Problem requirements:
Retype each of the records below exactly, leaving the pictures out.

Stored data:
# # #

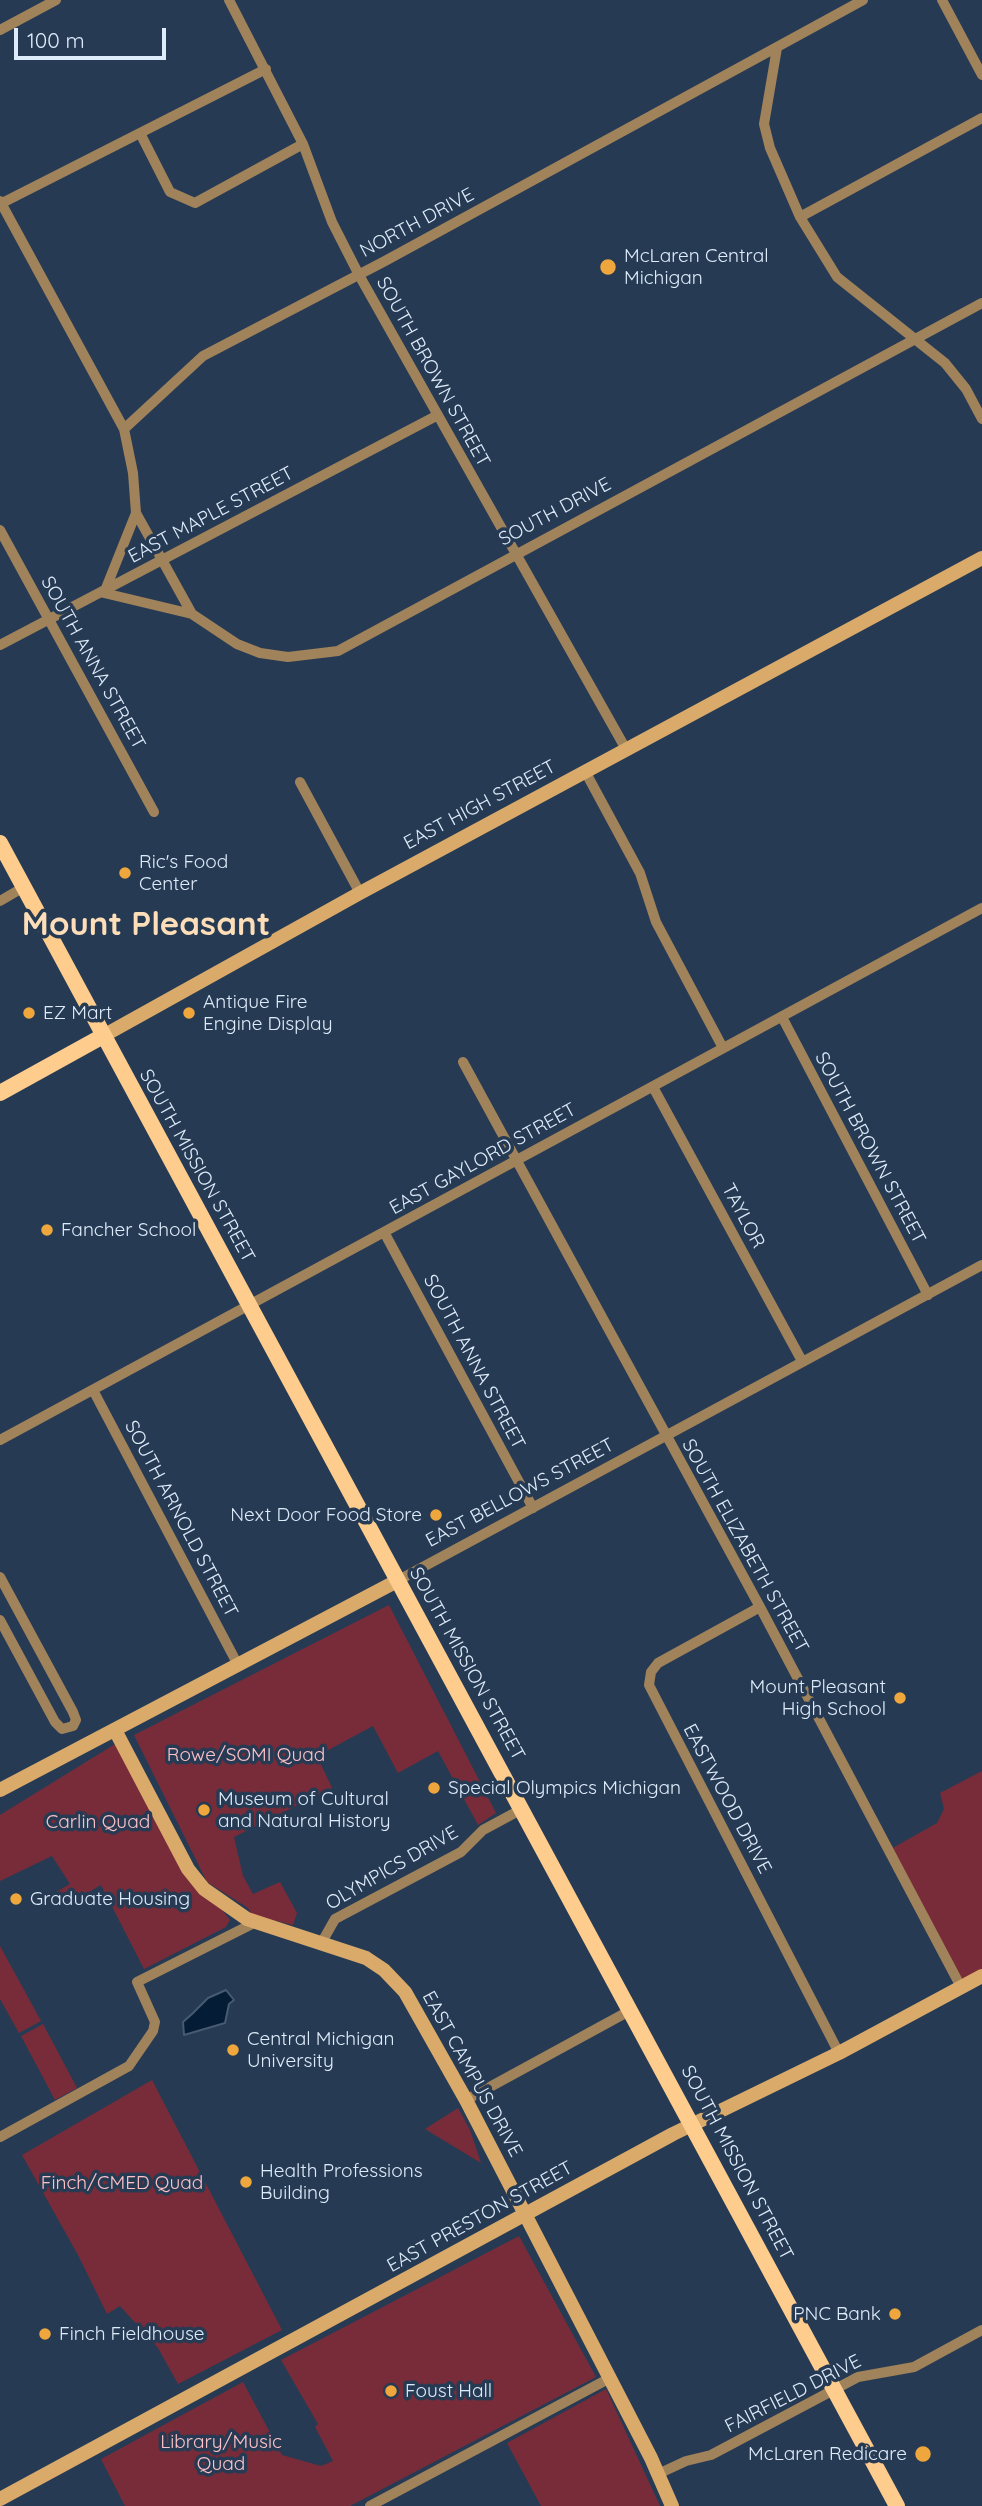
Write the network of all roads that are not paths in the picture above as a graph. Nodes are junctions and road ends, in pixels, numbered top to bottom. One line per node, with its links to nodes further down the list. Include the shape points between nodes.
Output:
1 (56, 0): 5 (street)
2 (229, 0): 7 (street, SOUTH BROWN STREET)
3 (863, 0): 6 (street, NORTH DRIVE)
4 (942, 0): 8 (street)
5 (0, 30)
6 (777, 48): 13 (street, via 764,124); 14 (street, NORTH DRIVE)
7 (266, 69): 10 (street); 11 (street, SOUTH BROWN STREET)
8 (982, 75)
9 (982, 118): 13 (street)
10 (140, 133): 11 (street, via 170,192 195,203); 12 (street)
11 (303, 144): 14 (street, SOUTH BROWN STREET, via 332,222)
12 (0, 203): 19 (street)
13 (800, 216): 16 (street, via 837,276)
14 (359, 275): 17 (street, SOUTH BROWN STREET); 19 (street, NORTH DRIVE, via 203,356)
15 (982, 303): 16 (street, SOUTH DRIVE)
16 (914, 340): 18 (street, via 945,363); 22 (street, SOUTH DRIVE)
17 (438, 415): 22 (street, SOUTH BROWN STREET); 24 (street, EAST MAPLE STREET)
18 (982, 419)
19 (124, 429): 20 (street)
20 (136, 513): 24 (street); 25 (street)
21 (0, 530): 27 (street, SOUTH ANNA STREET)
22 (514, 553): 26 (street, SOUTH DRIVE, via 338,651 316,656 260,653 237,644); 29 (street, SOUTH BROWN STREET)
23 (982, 558): 29 (street, EAST HIGH STREET)
24 (161, 561): 25 (street, EAST MAPLE STREET); 26 (street, SOUTH DRIVE)
25 (104, 593): 26 (street); 27 (street, EAST MAPLE STREET)
26 (192, 614)
27 (50, 620): 28 (street, EAST MAPLE STREET); 32 (street, SOUTH ANNA STREET)
28 (0, 645)
29 (627, 751): 30 (street, EAST HIGH STREET)
30 (586, 773): 35 (street, EAST HIGH STREET); 40 (street, via 640,873 656,922)
31 (300, 782): 35 (street)
32 (154, 812)
33 (0, 843): 34 (main road, SOUTH MISSION STREET)
34 (24, 887): 36 (street); 39 (main road, SOUTH MISSION STREET)
35 (360, 893): 39 (street, EAST HIGH STREET)
36 (0, 901)
37 (982, 908): 38 (street, EAST GAYLORD STREET)
38 (782, 1017): 40 (street, EAST GAYLORD STREET); 47 (street, SOUTH BROWN STREET)
39 (103, 1036): 43 (main road, EAST HIGH STREET); 48 (main road, SOUTH MISSION STREET)
40 (723, 1048): 42 (street, EAST GAYLORD STREET)
41 (463, 1062): 44 (street, SOUTH ELIZABETH STREET)
42 (653, 1087): 44 (street, EAST GAYLORD STREET); 49 (street, TAYLOR)
43 (0, 1093)
44 (516, 1160): 45 (street, EAST GAYLORD STREET); 51 (street, SOUTH ELIZABETH STREET)
45 (384, 1233): 48 (street, EAST GAYLORD STREET); 53 (street, SOUTH ANNA STREET)
46 (982, 1265): 47 (street, EAST BELLOWS STREET)
47 (928, 1296): 49 (street, EAST BELLOWS STREET)
48 (249, 1305): 50 (street, EAST GAYLORD STREET); 55 (main road, SOUTH MISSION STREET)
49 (802, 1361): 51 (street, EAST BELLOWS STREET)
50 (93, 1390): 52 (street, EAST GAYLORD STREET); 58 (street, SOUTH ARNOLD STREET)
51 (665, 1437): 53 (street, EAST BELLOWS STREET); 56 (street, SOUTH ELIZABETH STREET)
52 (0, 1440)
53 (533, 1508): 55 (street, EAST BELLOWS STREET)
54 (0, 1577): 57 (street, via 75,1716 73,1726 62,1729 55,1723)
55 (397, 1581): 58 (street, EAST BELLOWS STREET); 61 (main road, SOUTH MISSION STREET)
56 (760, 1607): 65 (street, SOUTH ELIZABETH STREET); 67 (street, EASTWOOD DRIVE, via 658,1663 649,1685)
57 (0, 1620)
58 (238, 1665): 59 (street, EAST BELLOWS STREET)
59 (115, 1730): 60 (street, EAST BELLOWS STREET); 62 (street, EAST CAMPUS DRIVE, via 191,1875 232,1912)
60 (0, 1790)
61 (522, 1809): 63 (street, OLYMPICS DRIVE, via 483,1830 461,1852 335,1919); 66 (main road, SOUTH MISSION STREET)
62 (256, 1922): 63 (street, EAST CAMPUS DRIVE); 70 (street, via 137,1982 155,2022 129,2066)
63 (322, 1942): 68 (street, EAST CAMPUS DRIVE, via 366,1958 399,1984)
64 (982, 1976): 65 (street, EAST PRESTON STREET)
65 (961, 1987): 67 (street, EAST PRESTON STREET)
66 (631, 2010): 68 (street); 69 (main road, SOUTH MISSION STREET)
67 (839, 2053): 69 (street, EAST PRESTON STREET)
68 (466, 2100): 71 (street, EAST CAMPUS DRIVE)
69 (693, 2124): 71 (street, EAST PRESTON STREET); 74 (main road, SOUTH MISSION STREET)
70 (0, 2137)
71 (525, 2214): 73 (street, EAST CAMPUS DRIVE); 76 (street, EAST PRESTON STREET)
72 (982, 2330): 74 (street, FAIRFIELD DRIVE, via 914,2367 869,2374)
73 (610, 2378): 75 (street, EAST CAMPUS DRIVE); 77 (street)
74 (834, 2389): 75 (street, FAIRFIELD DRIVE, via 711,2455); 79 (main road, SOUTH MISSION STREET)
75 (659, 2474): 78 (street, EAST CAMPUS DRIVE)
76 (0, 2499)
77 (370, 2506)
78 (672, 2506)
79 (897, 2506)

# # #

Solution:
Write the network of all roads that are not paths in the picture above as a graph. Nodes are junctions and road ends, in pixels, numbered top to bottom. One line per node, with its links to nodes further down the list. Include the shape points between nodes.
Output:
1 (56, 0): 5 (street)
2 (229, 0): 7 (street, SOUTH BROWN STREET)
3 (863, 0): 6 (street, NORTH DRIVE)
4 (942, 0): 8 (street)
5 (0, 30)
6 (777, 48): 13 (street, via 764,124); 14 (street, NORTH DRIVE)
7 (266, 69): 10 (street); 11 (street, SOUTH BROWN STREET)
8 (982, 75)
9 (982, 118): 13 (street)
10 (140, 133): 11 (street, via 170,192 195,203); 12 (street)
11 (303, 144): 14 (street, SOUTH BROWN STREET, via 332,222)
12 (0, 203): 19 (street)
13 (800, 216): 16 (street, via 837,276)
14 (359, 275): 17 (street, SOUTH BROWN STREET); 19 (street, NORTH DRIVE, via 203,356)
15 (982, 303): 16 (street, SOUTH DRIVE)
16 (914, 340): 18 (street, via 945,363); 22 (street, SOUTH DRIVE)
17 (438, 415): 22 (street, SOUTH BROWN STREET); 24 (street, EAST MAPLE STREET)
18 (982, 419)
19 (124, 429): 20 (street)
20 (136, 513): 24 (street); 25 (street)
21 (0, 530): 27 (street, SOUTH ANNA STREET)
22 (514, 553): 26 (street, SOUTH DRIVE, via 338,651 316,656 260,653 237,644); 29 (street, SOUTH BROWN STREET)
23 (982, 558): 29 (street, EAST HIGH STREET)
24 (161, 561): 25 (street, EAST MAPLE STREET); 26 (street, SOUTH DRIVE)
25 (104, 593): 26 (street); 27 (street, EAST MAPLE STREET)
26 (192, 614)
27 (50, 620): 28 (street, EAST MAPLE STREET); 32 (street, SOUTH ANNA STREET)
28 (0, 645)
29 (627, 751): 30 (street, EAST HIGH STREET)
30 (586, 773): 35 (street, EAST HIGH STREET); 40 (street, via 640,873 656,922)
31 (300, 782): 35 (street)
32 (154, 812)
33 (0, 843): 34 (main road, SOUTH MISSION STREET)
34 (24, 887): 36 (street); 39 (main road, SOUTH MISSION STREET)
35 (360, 893): 39 (street, EAST HIGH STREET)
36 (0, 901)
37 (982, 908): 38 (street, EAST GAYLORD STREET)
38 (782, 1017): 40 (street, EAST GAYLORD STREET); 47 (street, SOUTH BROWN STREET)
39 (103, 1036): 43 (main road, EAST HIGH STREET); 48 (main road, SOUTH MISSION STREET)
40 (723, 1048): 42 (street, EAST GAYLORD STREET)
41 (463, 1062): 44 (street, SOUTH ELIZABETH STREET)
42 (653, 1087): 44 (street, EAST GAYLORD STREET); 49 (street, TAYLOR)
43 (0, 1093)
44 (516, 1160): 45 (street, EAST GAYLORD STREET); 51 (street, SOUTH ELIZABETH STREET)
45 (384, 1233): 48 (street, EAST GAYLORD STREET); 53 (street, SOUTH ANNA STREET)
46 (982, 1265): 47 (street, EAST BELLOWS STREET)
47 (928, 1296): 49 (street, EAST BELLOWS STREET)
48 (249, 1305): 50 (street, EAST GAYLORD STREET); 55 (main road, SOUTH MISSION STREET)
49 (802, 1361): 51 (street, EAST BELLOWS STREET)
50 (93, 1390): 52 (street, EAST GAYLORD STREET); 58 (street, SOUTH ARNOLD STREET)
51 (665, 1437): 53 (street, EAST BELLOWS STREET); 56 (street, SOUTH ELIZABETH STREET)
52 (0, 1440)
53 (533, 1508): 55 (street, EAST BELLOWS STREET)
54 (0, 1577): 57 (street, via 75,1716 73,1726 62,1729 55,1723)
55 (397, 1581): 58 (street, EAST BELLOWS STREET); 61 (main road, SOUTH MISSION STREET)
56 (760, 1607): 65 (street, SOUTH ELIZABETH STREET); 67 (street, EASTWOOD DRIVE, via 658,1663 649,1685)
57 (0, 1620)
58 (238, 1665): 59 (street, EAST BELLOWS STREET)
59 (115, 1730): 60 (street, EAST BELLOWS STREET); 62 (street, EAST CAMPUS DRIVE, via 191,1875 232,1912)
60 (0, 1790)
61 (522, 1809): 63 (street, OLYMPICS DRIVE, via 483,1830 461,1852 335,1919); 66 (main road, SOUTH MISSION STREET)
62 (256, 1922): 63 (street, EAST CAMPUS DRIVE); 70 (street, via 137,1982 155,2022 129,2066)
63 (322, 1942): 68 (street, EAST CAMPUS DRIVE, via 366,1958 399,1984)
64 (982, 1976): 65 (street, EAST PRESTON STREET)
65 (961, 1987): 67 (street, EAST PRESTON STREET)
66 (631, 2010): 68 (street); 69 (main road, SOUTH MISSION STREET)
67 (839, 2053): 69 (street, EAST PRESTON STREET)
68 (466, 2100): 71 (street, EAST CAMPUS DRIVE)
69 (693, 2124): 71 (street, EAST PRESTON STREET); 74 (main road, SOUTH MISSION STREET)
70 (0, 2137)
71 (525, 2214): 73 (street, EAST CAMPUS DRIVE); 76 (street, EAST PRESTON STREET)
72 (982, 2330): 74 (street, FAIRFIELD DRIVE, via 914,2367 869,2374)
73 (610, 2378): 75 (street, EAST CAMPUS DRIVE); 77 (street)
74 (834, 2389): 75 (street, FAIRFIELD DRIVE, via 711,2455); 79 (main road, SOUTH MISSION STREET)
75 (659, 2474): 78 (street, EAST CAMPUS DRIVE)
76 (0, 2499)
77 (370, 2506)
78 (672, 2506)
79 (897, 2506)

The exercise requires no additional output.